» **Work item**: Go through the data below and copy each line that includes "Gottfried".

[[ Exercise data, beginning ]]

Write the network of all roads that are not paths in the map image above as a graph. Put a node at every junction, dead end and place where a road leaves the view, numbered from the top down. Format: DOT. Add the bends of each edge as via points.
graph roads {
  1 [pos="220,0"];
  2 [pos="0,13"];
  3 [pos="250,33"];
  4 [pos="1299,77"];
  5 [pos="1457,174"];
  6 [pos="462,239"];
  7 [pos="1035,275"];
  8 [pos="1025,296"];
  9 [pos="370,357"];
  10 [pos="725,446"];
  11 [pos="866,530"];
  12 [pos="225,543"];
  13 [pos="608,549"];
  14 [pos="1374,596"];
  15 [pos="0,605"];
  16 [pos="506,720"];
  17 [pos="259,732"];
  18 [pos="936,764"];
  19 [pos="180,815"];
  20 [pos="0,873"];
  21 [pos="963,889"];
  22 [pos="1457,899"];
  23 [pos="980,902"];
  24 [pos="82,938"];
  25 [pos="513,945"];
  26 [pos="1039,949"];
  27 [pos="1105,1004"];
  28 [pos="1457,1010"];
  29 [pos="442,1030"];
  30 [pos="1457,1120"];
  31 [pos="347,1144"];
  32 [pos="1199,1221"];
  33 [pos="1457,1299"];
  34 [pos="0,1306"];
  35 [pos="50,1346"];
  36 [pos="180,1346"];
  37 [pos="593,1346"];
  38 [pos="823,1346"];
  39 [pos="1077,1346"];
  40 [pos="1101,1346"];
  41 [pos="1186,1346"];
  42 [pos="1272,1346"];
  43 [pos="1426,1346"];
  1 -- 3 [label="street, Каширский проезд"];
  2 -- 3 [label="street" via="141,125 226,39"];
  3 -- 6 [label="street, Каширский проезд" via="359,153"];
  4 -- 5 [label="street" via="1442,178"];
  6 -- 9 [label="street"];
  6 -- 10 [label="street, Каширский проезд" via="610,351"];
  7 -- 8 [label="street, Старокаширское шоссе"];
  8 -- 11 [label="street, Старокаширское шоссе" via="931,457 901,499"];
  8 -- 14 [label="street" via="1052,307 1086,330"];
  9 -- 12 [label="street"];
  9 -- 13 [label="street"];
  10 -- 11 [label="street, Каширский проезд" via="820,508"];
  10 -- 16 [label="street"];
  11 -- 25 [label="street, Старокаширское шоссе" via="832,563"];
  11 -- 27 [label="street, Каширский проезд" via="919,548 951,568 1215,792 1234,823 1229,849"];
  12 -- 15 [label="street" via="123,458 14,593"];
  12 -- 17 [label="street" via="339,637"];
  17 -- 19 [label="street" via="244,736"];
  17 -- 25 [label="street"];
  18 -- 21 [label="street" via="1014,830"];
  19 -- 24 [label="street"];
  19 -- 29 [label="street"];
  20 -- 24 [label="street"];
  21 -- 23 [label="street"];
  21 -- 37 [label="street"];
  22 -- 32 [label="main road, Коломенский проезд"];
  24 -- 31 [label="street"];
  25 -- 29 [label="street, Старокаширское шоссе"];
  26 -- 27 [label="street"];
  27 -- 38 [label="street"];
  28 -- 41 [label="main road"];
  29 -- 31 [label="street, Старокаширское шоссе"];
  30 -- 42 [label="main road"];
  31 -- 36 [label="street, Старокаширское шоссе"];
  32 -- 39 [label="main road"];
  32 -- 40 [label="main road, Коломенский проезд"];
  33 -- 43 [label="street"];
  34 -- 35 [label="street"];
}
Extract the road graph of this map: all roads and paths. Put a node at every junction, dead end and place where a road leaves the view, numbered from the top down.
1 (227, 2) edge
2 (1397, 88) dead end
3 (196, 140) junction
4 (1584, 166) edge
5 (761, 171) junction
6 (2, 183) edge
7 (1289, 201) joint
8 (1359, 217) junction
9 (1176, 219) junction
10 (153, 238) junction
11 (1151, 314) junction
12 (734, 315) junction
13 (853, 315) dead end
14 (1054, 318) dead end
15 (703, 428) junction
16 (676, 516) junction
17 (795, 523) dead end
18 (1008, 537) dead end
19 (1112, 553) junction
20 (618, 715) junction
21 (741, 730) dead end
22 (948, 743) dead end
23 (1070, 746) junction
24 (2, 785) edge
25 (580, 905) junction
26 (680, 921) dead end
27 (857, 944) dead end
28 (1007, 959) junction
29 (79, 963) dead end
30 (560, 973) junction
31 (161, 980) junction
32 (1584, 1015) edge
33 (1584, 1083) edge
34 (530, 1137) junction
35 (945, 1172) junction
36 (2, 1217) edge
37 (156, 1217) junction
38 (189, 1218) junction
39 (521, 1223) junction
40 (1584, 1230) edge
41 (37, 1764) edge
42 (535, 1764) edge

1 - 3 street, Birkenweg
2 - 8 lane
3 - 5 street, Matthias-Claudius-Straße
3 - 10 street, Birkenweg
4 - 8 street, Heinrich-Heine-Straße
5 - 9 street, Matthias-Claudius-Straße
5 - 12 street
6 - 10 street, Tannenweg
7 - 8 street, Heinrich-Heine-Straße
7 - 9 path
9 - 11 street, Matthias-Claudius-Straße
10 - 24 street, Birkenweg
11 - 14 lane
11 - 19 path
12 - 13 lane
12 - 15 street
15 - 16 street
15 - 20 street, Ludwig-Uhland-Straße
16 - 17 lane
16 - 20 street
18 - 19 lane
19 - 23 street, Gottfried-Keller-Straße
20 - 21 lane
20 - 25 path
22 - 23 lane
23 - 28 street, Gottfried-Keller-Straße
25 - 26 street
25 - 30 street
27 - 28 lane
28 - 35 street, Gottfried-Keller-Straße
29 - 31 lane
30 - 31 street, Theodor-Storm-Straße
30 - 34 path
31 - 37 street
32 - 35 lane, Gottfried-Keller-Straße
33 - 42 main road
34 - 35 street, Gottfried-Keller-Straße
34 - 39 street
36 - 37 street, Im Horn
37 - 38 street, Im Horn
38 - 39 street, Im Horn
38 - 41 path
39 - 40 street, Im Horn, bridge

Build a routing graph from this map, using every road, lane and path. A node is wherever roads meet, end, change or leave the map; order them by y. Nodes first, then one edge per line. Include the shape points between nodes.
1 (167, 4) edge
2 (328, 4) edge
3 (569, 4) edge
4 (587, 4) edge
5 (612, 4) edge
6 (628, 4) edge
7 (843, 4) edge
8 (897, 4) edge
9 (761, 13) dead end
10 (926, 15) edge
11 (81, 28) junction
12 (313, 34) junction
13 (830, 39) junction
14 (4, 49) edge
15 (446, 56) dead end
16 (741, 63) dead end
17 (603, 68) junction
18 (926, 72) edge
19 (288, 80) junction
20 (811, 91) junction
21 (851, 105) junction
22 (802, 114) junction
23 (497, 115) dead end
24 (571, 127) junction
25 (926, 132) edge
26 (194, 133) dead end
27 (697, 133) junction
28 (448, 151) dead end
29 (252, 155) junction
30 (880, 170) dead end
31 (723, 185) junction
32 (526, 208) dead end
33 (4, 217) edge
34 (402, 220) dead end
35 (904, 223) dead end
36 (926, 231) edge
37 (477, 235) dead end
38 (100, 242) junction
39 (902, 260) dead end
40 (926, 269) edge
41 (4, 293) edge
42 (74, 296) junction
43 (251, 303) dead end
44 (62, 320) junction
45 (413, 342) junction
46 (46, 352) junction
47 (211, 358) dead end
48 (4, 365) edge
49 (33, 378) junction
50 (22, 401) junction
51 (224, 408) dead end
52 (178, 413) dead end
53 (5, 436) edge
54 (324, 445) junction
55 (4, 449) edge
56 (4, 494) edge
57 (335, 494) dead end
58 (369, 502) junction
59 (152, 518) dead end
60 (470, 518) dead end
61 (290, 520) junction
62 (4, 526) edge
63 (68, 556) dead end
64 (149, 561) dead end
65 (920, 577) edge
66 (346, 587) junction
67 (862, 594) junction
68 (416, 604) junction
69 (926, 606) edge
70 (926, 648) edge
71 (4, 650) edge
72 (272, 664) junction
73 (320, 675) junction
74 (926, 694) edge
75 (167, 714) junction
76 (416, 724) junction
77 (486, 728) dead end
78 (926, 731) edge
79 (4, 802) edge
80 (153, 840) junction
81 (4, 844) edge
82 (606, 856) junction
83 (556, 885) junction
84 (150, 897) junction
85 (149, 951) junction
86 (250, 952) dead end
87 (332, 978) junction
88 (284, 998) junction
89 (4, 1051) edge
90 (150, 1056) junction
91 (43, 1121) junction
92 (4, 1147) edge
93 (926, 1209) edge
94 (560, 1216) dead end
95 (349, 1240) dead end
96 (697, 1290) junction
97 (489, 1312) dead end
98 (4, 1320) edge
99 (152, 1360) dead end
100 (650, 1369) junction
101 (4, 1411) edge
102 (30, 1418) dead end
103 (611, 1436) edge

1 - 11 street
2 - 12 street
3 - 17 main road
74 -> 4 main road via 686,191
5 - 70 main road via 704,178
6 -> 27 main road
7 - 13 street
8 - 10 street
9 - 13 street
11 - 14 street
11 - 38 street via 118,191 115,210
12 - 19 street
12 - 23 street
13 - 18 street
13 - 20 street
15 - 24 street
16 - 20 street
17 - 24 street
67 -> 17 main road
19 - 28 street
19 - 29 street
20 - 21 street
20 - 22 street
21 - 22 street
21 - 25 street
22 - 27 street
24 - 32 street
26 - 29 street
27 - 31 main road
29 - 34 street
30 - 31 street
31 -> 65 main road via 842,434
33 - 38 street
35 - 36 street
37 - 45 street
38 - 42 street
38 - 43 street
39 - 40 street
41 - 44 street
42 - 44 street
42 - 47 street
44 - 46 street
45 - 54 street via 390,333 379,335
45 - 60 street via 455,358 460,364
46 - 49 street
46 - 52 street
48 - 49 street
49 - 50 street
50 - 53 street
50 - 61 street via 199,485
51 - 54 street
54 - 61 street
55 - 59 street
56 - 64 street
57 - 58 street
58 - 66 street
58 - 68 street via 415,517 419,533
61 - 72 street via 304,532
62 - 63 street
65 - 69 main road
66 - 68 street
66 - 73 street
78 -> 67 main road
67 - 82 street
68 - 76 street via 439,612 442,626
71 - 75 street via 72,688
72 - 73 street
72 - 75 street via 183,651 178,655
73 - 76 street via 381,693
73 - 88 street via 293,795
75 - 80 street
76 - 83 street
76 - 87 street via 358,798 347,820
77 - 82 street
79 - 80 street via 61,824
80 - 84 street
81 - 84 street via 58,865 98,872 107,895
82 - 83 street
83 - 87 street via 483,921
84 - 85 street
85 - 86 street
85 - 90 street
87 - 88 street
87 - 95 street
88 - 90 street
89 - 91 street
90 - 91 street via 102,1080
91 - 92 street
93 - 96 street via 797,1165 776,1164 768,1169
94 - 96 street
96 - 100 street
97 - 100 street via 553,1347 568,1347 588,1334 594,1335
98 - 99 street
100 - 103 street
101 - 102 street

[[ Exercise data, end ]]

» **Your response**:
19 - 23 street, Gottfried-Keller-Straße
23 - 28 street, Gottfried-Keller-Straße
28 - 35 street, Gottfried-Keller-Straße
32 - 35 lane, Gottfried-Keller-Straße
34 - 35 street, Gottfried-Keller-Straße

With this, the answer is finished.